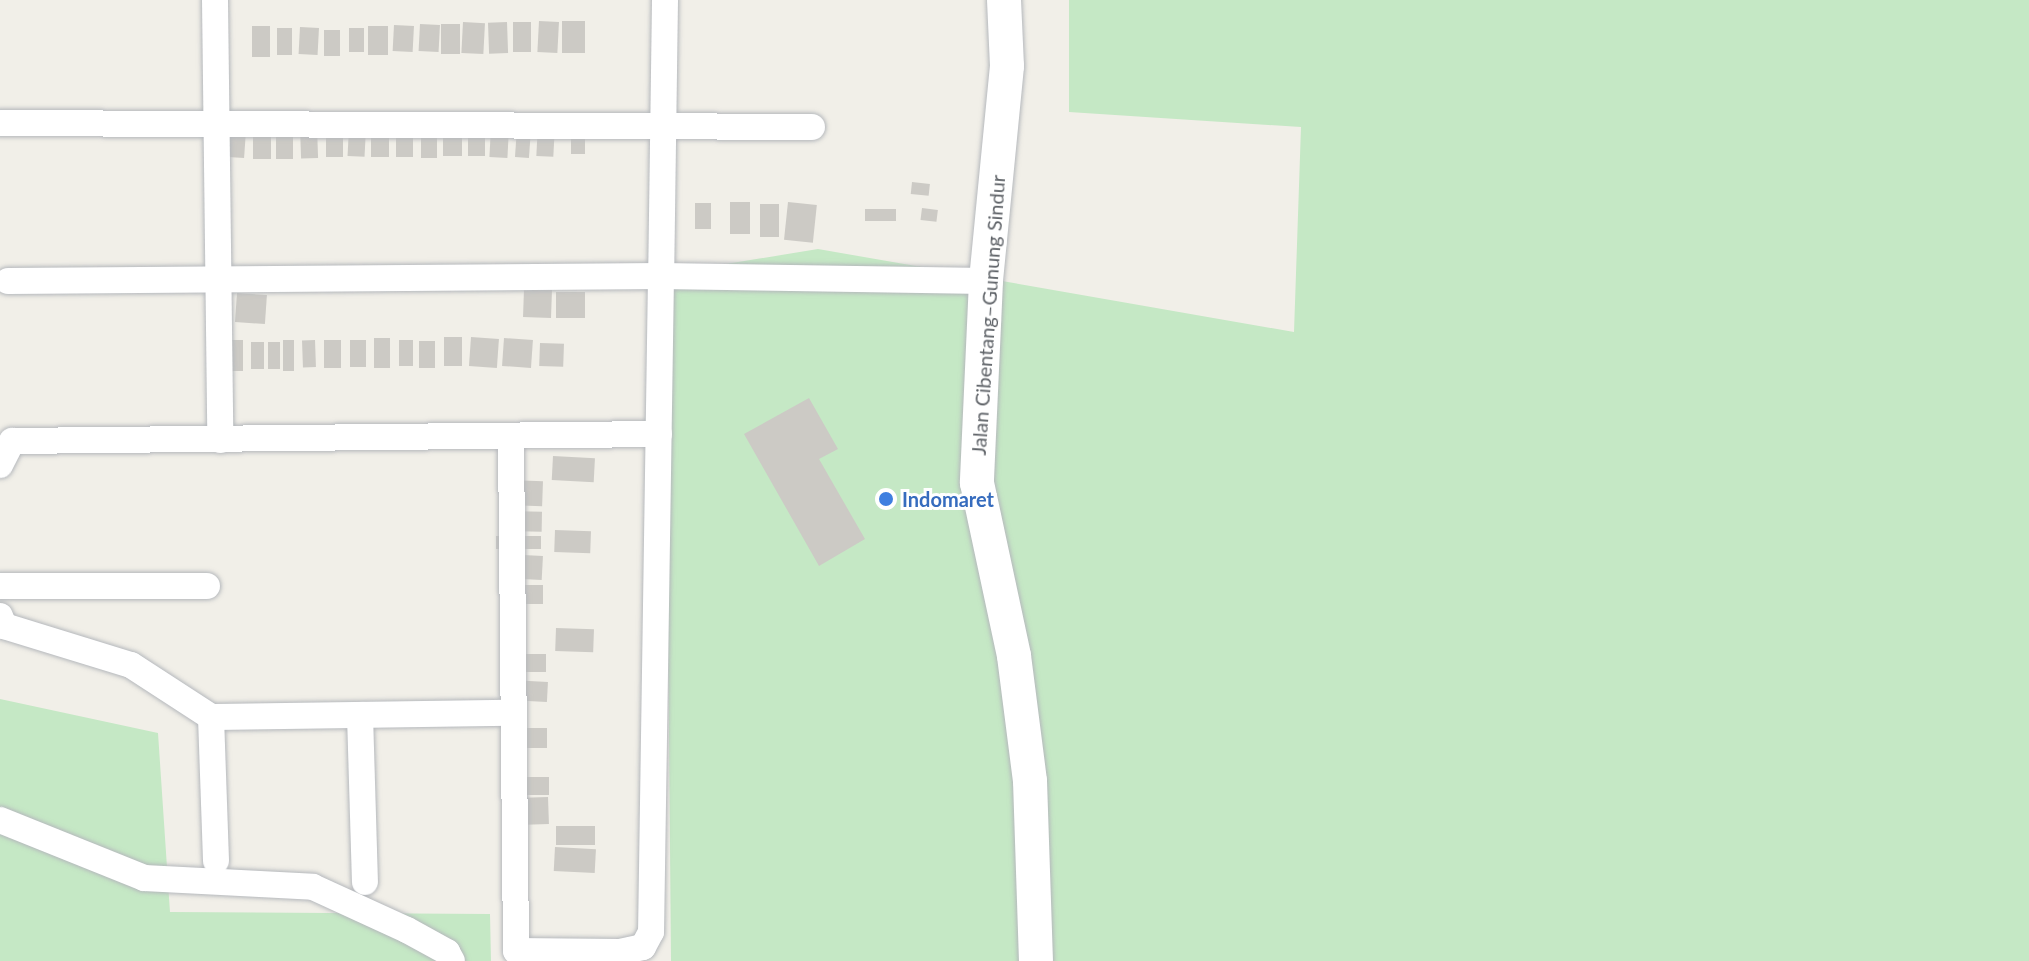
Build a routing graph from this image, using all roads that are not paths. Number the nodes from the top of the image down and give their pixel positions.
1 (215, 0) edge
2 (665, 0) edge
3 (1004, 0) edge
4 (0, 123) edge
5 (216, 125) junction
6 (812, 127) dead end
7 (664, 128) junction
8 (661, 276) junction
9 (218, 280) junction
10 (8, 281) dead end
11 (986, 281) junction
12 (659, 434) junction
13 (511, 436) junction
14 (220, 440) junction
15 (0, 465) edge
16 (0, 586) edge
17 (207, 586) dead end
18 (0, 616) edge
19 (514, 713) junction
20 (360, 715) junction
21 (211, 717) junction
22 (0, 820) edge
23 (216, 861) dead end
24 (365, 882) dead end
25 (619, 956) edge
26 (452, 961) edge
27 (1036, 961) edge

1 - 5 street
2 - 7 street
3 - 11 street, Jalan Cibentang–Gunung Sindur
4 - 5 street
5 - 7 street
5 - 9 street
6 - 7 street
7 - 8 street
8 - 9 street
8 - 11 street
8 - 12 street
9 - 10 street
9 - 14 street
11 - 27 street, Jalan Cibentang–Gunung Sindur
12 - 13 street
12 - 25 street
13 - 14 street
13 - 19 street
14 - 15 street
16 - 17 street
18 - 21 street
19 - 20 street
19 - 25 street
20 - 21 street
20 - 24 street
21 - 23 street
22 - 26 street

--------------------------------------------------

Omit the pictures and write out the remaining data exactly.

**Worked solution**
Build a routing graph from this image, using all roads that are not paths. Number the nodes from the top of the image down and give their pixel positions.
1 (215, 0) edge
2 (665, 0) edge
3 (1004, 0) edge
4 (0, 123) edge
5 (216, 125) junction
6 (812, 127) dead end
7 (664, 128) junction
8 (661, 276) junction
9 (218, 280) junction
10 (8, 281) dead end
11 (986, 281) junction
12 (659, 434) junction
13 (511, 436) junction
14 (220, 440) junction
15 (0, 465) edge
16 (0, 586) edge
17 (207, 586) dead end
18 (0, 616) edge
19 (514, 713) junction
20 (360, 715) junction
21 (211, 717) junction
22 (0, 820) edge
23 (216, 861) dead end
24 (365, 882) dead end
25 (619, 956) edge
26 (452, 961) edge
27 (1036, 961) edge

1 - 5 street
2 - 7 street
3 - 11 street, Jalan Cibentang–Gunung Sindur
4 - 5 street
5 - 7 street
5 - 9 street
6 - 7 street
7 - 8 street
8 - 9 street
8 - 11 street
8 - 12 street
9 - 10 street
9 - 14 street
11 - 27 street, Jalan Cibentang–Gunung Sindur
12 - 13 street
12 - 25 street
13 - 14 street
13 - 19 street
14 - 15 street
16 - 17 street
18 - 21 street
19 - 20 street
19 - 25 street
20 - 21 street
20 - 24 street
21 - 23 street
22 - 26 street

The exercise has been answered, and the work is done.